A clear cut area on Kupreanof Island near Petersburg in 2013 (Joe Viechnicki/KFSK)

Petersburg’s borough assembly Monday voted down two different resolutions on the roadless rule and the Tongass National Forest.

The Clinton-era rule restricts road building and logging on 9.2 million acres of the Tongass National Forest that are generally not already roaded or logged. The state has asked for an exemption and the U.S. Forest Service has proposed granting that, while also considering a partial exemption or no change.

Petersburg’s mayor and vice mayor proposed competing resolutions on the controversial topic. One supports the no action alternative, alternative one, or keeping roadless protections in place. That’s been favored by most of people testifying on the topic this year in Petersburg.

Among those backing that approach were Suzanne Wood and Joe Sebastian.

“The only logical reason to open that much acreage and not increase the annual timber harvest would be to high grade the remaining top quality Sitka spruce and western red cedar for continued round log export to China,” Wood said. “Any local jobs created or economic gain for our region will probably not last long. I urge you to support alternative one.”

“The fate of these roadless lands is not a tit for tat,” Sebastian told the assembly. “We are way past this kind of exploitive thinking and the predicament we’re in now really requires some newer deeper thinking and not just our personal opinions.”

A second resolution supported the U.S. Forest Service’s alternative 6, a full exemption for the Tongass

Another local resident Bob Martin wasn’t for either resolution. He thought there were people who supported a roadless repeal and were not represented in the public testimony.

“It does seem to me like a very heavy-handed way of suppressing timber sales,” Martin said. “I think whatever the case may have been at one time the public process for opposing timber sales now is very robust.”

The assembly also heard from Trey Acteson, the CEO of the Southeast Alaska Power Agency, which sells hydroelectric power to Petersburg. Acteson was on a citizens advisory committee appointed to comment on the rule’s impacts.

“Our position has been long standing that we felt that that’s a bit of a government overreach and put an extra layer on top of our permitting process,” Acteson told the assembly by phone.

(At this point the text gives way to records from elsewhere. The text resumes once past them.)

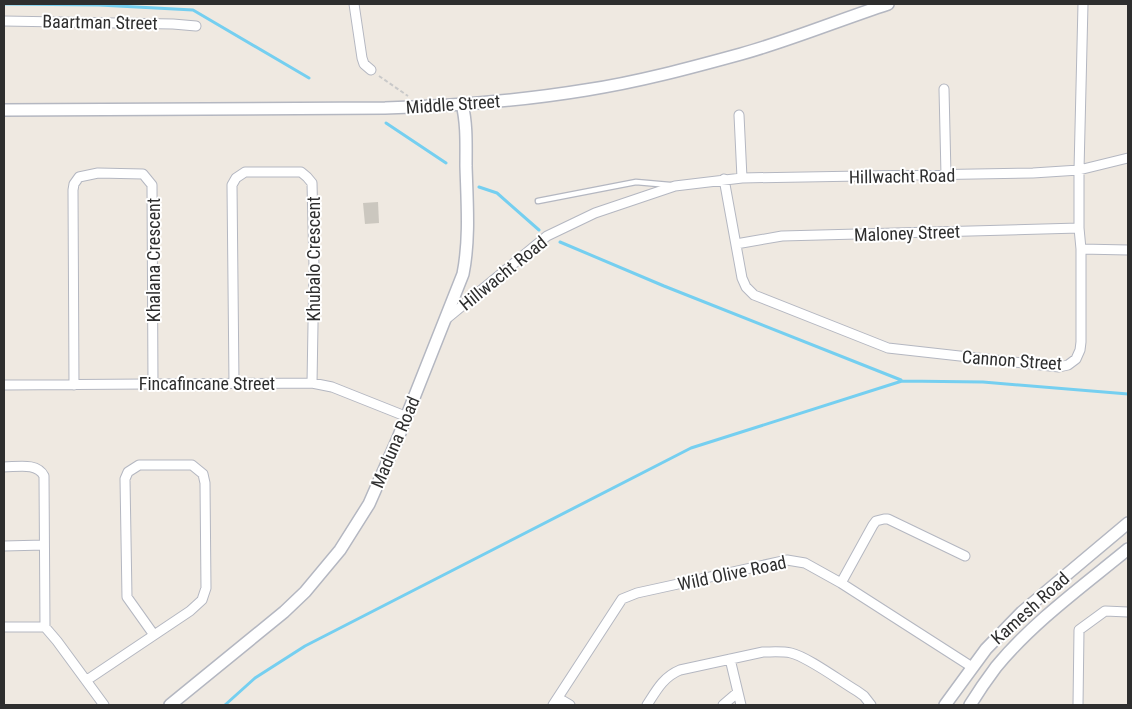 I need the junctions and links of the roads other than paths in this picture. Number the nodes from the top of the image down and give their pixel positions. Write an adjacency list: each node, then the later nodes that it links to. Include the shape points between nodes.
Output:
1 (354, 4): 6 (street, via 362,58)
2 (888, 4): 8 (main road, Middle Street, via 743,54 683,69 586,90)
3 (1083, 4): 12 (street, Cannon Street)
4 (4, 21): 5 (street, Baartman Street)
5 (196, 26)
6 (371, 70)
7 (944, 89): 13 (street)
8 (462, 104): 9 (main road, Middle Street); 22 (main road, Maduna Road, via 466,257 463,274)
9 (4, 110)
10 (739, 115): 14 (street)
11 (1128, 158): 12 (street, Hillwacht Road)
12 (1079, 170): 13 (street, Hillwacht Road); 18 (street, Cannon Street)
13 (946, 175): 14 (street, Hillwacht Road)
14 (742, 178): 15 (street, Hillwacht Road)
15 (724, 179): 16 (street, Hillwacht Road); 19 (street, Cannon Street)
16 (675, 186): 17 (lane, Hillwacht Road, via 636,182); 22 (street, Hillwacht Road, via 595,213 547,236)
17 (538, 201)
18 (1079, 228): 19 (street, Maloney Street, via 782,236); 20 (street, Cannon Street)
19 (736, 244): 20 (street, Cannon Street, via 742,278 754,295 882,347 1059,366 1073,362 1081,346)
20 (1081, 249): 21 (street)
21 (1128, 250)
22 (445, 320): 28 (main road, Maduna Road)
23 (234, 383): 24 (street, Fincafincane Street); 24 (street, Khubalo Crescent, via 232,185 245,172 301,172 312,184); 25 (street, Fincafincane Street)
24 (312, 383): 28 (street, Fincafincane Street)
25 (153, 384): 27 (street, Fincafincane Street); 27 (street, Khalana Crescent, via 152,185 143,174 98,173 80,177 73,190)
26 (4, 385): 27 (street, Fincafincane Street)
27 (74, 385)
28 (405, 416): 46 (main road, Maduna Road, via 369,504 324,571 284,612)
29 (4, 466): 31 (street, via 32,467 43,473)
30 (1128, 523): 41 (main road, Kamesh Road, via 1022,612)
31 (44, 545): 32 (street); 38 (street)
32 (4, 546)
33 (1128, 549): 53 (main road, Kamesh Road, via 1013,649)
34 (965, 556): 35 (street, via 884,519 873,525)
35 (841, 583): 41 (street, Wild Olive Road); 44 (street, Wild Olive Road, via 804,563 787,560 627,596 620,600)
36 (1128, 612): 54 (street, via 1105,610 1080,630)
37 (4, 627): 38 (street)
38 (44, 627): 42 (street)
39 (154, 635): 39 (street, via 194,608 206,588 205,483 203,474 192,465 139,465 128,472 125,480 127,596); 42 (street)
40 (730, 659): 43 (street); 48 (street, via 672,673); 51 (street, via 763,652 792,653 857,691)
41 (972, 667): 52 (main road, Kamesh Road)
42 (87, 680): 45 (street)
43 (737, 693): 49 (street); 50 (street)
44 (555, 701): 47 (street)
45 (104, 705)
46 (170, 705)
47 (570, 705)
48 (647, 705)
49 (723, 705)
50 (741, 705)
51 (872, 705)
52 (945, 705)
53 (970, 705)
54 (1078, 705)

Assembly member Taylor Norheim wanted to vote down both resolutions, or support both.

“Why get involved in this?” Norheim wondered. “It’s the federal government’s doing what they’re going to do. There’s plenty of people here who can send their letters to the Forest Service instead of to us. And I just think, if we go with (alternative) one then you’re silencing the people who want (alternative) six.”

Norheim said his preference was for alternative three, which would decrease roadless protections on just over one million acres but keep logging prohibitions on key watersheds identified by conservation groups. Other alternatives considered by the federal agency offer a partial exemption or even adding to the acreage under roadless protection.

Assembly member Jeigh Stanton Gregor proposed the resolution for the no action alternative based on public input and because he thought it change would open up the forest to more export of unprocessed timber.

“Round log export is not stewardship,” Stanton Gregor said. “That’s just really the simplest way to put it. That’s not stewardship of our forest. Removing these protections right now would lead to that, there’s really no gray area to it.”

That resolution failed on a 4-3 vote with Jeff Meucci and Chelsea Tremblay joining Stanton Gregor in support of the status quo.

Meanwhile, mayor Mark Jensen proposed the resolution in favor of the full exemption.

“And I’m not in support of repeal of the roadless rule just for more timber access,” Jensen said. “The timber industry in my mind is gone. You know maybe there’s small scale logging and I think jobs are necessary. I’m worried about access to mine and potential transportation corridors in the future.”

Jensen was the only vote in favor of that resolution it failed 6-1.

The assembly could still vote on a different resolution at their second meeting this month on December 16th, the day before the comment period closes.